▶ Your goal: Within the listing below, locate all lines containing the word "paths". Copy each one.

▶ Data records:
"""

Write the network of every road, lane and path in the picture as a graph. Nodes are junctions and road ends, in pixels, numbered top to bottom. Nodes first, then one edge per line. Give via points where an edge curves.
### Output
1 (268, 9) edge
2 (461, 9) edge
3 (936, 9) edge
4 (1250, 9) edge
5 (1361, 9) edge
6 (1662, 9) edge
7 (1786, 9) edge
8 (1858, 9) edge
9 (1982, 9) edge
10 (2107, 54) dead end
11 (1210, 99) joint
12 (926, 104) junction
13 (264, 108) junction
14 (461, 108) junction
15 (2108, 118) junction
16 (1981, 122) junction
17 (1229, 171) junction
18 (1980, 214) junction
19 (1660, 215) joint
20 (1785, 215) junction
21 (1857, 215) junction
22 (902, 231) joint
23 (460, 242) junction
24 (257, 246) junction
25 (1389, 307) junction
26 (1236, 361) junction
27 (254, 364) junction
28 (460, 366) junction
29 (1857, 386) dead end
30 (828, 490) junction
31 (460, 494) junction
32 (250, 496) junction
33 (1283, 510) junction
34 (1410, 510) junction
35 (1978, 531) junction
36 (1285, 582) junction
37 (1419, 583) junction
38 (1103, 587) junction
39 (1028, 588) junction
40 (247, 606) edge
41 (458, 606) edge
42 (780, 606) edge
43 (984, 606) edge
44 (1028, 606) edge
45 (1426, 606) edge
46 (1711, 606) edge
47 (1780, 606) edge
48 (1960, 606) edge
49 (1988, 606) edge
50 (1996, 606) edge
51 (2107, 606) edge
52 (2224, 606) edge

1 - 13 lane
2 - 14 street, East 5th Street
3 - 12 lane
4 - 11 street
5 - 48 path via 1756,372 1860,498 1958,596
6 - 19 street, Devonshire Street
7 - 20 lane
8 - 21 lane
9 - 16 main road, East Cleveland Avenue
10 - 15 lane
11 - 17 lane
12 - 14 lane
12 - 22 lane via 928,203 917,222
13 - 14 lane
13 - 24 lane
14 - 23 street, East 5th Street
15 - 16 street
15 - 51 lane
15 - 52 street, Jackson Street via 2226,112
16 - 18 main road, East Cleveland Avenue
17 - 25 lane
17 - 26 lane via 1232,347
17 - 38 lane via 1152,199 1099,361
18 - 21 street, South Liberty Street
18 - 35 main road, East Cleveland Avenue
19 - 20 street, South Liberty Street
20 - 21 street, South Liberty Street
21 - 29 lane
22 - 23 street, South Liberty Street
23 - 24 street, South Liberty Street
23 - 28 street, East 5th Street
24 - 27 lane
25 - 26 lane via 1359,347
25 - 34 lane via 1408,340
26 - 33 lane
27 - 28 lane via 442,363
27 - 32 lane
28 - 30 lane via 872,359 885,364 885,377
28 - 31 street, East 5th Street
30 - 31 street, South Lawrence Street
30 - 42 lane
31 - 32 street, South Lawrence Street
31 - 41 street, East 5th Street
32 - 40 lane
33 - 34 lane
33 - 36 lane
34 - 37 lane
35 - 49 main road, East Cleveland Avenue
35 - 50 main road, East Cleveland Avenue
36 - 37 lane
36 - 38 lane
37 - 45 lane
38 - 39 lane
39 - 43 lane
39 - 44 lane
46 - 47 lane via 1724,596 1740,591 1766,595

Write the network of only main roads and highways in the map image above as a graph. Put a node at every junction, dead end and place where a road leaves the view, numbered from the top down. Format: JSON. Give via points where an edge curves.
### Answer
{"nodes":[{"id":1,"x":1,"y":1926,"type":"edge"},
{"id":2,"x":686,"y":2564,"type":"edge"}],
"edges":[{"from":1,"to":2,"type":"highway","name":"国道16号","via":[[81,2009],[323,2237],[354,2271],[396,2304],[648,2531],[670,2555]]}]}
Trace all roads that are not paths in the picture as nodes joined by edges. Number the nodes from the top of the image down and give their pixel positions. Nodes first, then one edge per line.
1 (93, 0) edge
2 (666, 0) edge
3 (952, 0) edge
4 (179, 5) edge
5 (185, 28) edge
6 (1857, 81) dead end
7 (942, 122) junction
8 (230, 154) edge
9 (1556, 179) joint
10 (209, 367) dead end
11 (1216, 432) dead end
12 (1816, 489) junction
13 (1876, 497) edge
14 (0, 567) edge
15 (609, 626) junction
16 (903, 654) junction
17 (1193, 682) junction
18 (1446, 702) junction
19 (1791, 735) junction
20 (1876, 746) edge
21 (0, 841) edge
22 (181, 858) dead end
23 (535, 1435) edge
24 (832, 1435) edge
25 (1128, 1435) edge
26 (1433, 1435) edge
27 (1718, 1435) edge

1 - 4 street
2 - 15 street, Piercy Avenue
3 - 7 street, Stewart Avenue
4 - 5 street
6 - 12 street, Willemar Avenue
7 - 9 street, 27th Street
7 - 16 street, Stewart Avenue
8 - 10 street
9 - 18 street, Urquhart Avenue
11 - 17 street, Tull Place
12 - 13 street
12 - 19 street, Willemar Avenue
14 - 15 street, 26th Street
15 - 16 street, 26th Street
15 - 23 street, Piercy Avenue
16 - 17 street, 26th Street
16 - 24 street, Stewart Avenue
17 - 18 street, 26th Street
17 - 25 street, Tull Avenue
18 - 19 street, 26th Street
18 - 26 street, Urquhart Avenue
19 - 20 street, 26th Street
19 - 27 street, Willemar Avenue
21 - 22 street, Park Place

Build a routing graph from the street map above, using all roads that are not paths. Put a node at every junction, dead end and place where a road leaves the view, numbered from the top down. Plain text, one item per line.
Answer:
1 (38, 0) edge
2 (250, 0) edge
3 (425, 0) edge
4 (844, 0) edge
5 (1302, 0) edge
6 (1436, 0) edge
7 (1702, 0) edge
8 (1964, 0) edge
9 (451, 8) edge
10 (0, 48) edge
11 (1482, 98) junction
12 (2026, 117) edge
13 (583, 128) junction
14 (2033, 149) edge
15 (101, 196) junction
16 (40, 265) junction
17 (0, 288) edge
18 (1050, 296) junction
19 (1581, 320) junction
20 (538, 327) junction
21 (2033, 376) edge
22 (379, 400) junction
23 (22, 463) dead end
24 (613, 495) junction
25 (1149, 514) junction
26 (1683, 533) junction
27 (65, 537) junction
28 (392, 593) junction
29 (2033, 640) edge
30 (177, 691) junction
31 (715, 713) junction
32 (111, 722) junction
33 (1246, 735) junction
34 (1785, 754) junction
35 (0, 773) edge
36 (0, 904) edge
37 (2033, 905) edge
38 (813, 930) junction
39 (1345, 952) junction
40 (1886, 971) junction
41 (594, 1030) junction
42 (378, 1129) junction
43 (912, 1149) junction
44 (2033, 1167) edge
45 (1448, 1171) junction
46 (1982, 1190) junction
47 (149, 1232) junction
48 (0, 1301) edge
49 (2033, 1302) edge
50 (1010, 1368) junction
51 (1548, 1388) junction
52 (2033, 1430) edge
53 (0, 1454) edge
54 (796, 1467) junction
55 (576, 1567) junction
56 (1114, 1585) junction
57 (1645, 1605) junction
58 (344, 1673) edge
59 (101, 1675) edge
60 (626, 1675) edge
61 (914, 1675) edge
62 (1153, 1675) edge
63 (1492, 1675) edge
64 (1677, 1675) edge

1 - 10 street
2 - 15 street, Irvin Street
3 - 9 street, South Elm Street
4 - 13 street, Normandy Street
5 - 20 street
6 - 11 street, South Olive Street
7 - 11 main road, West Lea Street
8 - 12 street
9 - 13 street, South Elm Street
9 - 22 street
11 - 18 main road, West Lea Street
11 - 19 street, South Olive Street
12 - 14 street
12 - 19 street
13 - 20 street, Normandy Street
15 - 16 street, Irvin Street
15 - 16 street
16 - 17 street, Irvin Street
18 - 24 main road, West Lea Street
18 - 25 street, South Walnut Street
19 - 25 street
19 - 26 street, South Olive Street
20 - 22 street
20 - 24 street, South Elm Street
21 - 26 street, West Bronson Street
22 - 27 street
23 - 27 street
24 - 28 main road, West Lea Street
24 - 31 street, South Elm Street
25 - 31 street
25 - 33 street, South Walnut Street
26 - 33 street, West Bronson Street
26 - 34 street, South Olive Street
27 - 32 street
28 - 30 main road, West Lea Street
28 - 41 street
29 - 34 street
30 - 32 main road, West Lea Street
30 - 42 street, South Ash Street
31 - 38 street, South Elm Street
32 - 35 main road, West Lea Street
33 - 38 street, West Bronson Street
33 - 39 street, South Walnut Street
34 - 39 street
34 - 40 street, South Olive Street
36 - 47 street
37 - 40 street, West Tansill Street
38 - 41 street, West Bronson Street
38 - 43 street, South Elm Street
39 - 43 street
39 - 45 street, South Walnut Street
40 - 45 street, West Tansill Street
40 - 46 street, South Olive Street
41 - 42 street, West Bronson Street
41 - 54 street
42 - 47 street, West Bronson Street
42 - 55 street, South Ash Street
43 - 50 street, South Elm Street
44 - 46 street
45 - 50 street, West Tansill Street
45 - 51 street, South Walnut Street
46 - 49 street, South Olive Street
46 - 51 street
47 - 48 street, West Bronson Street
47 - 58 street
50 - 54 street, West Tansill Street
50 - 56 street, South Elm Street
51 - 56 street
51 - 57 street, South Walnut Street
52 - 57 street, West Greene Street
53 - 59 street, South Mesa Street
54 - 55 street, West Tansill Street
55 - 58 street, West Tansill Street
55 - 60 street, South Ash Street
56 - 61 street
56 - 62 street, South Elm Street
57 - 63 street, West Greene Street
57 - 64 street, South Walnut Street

"""

▶ Problem solution:
Trace all roads that are not paths in the picture as nodes joined by edges. Number the nodes from the top of the image down and give their pixel positions. Nodes first, then one edge per line.
Build a routing graph from the street map above, using all roads that are not paths. Put a node at every junction, dead end and place where a road leaves the view, numbered from the top down. Plain text, one item per line.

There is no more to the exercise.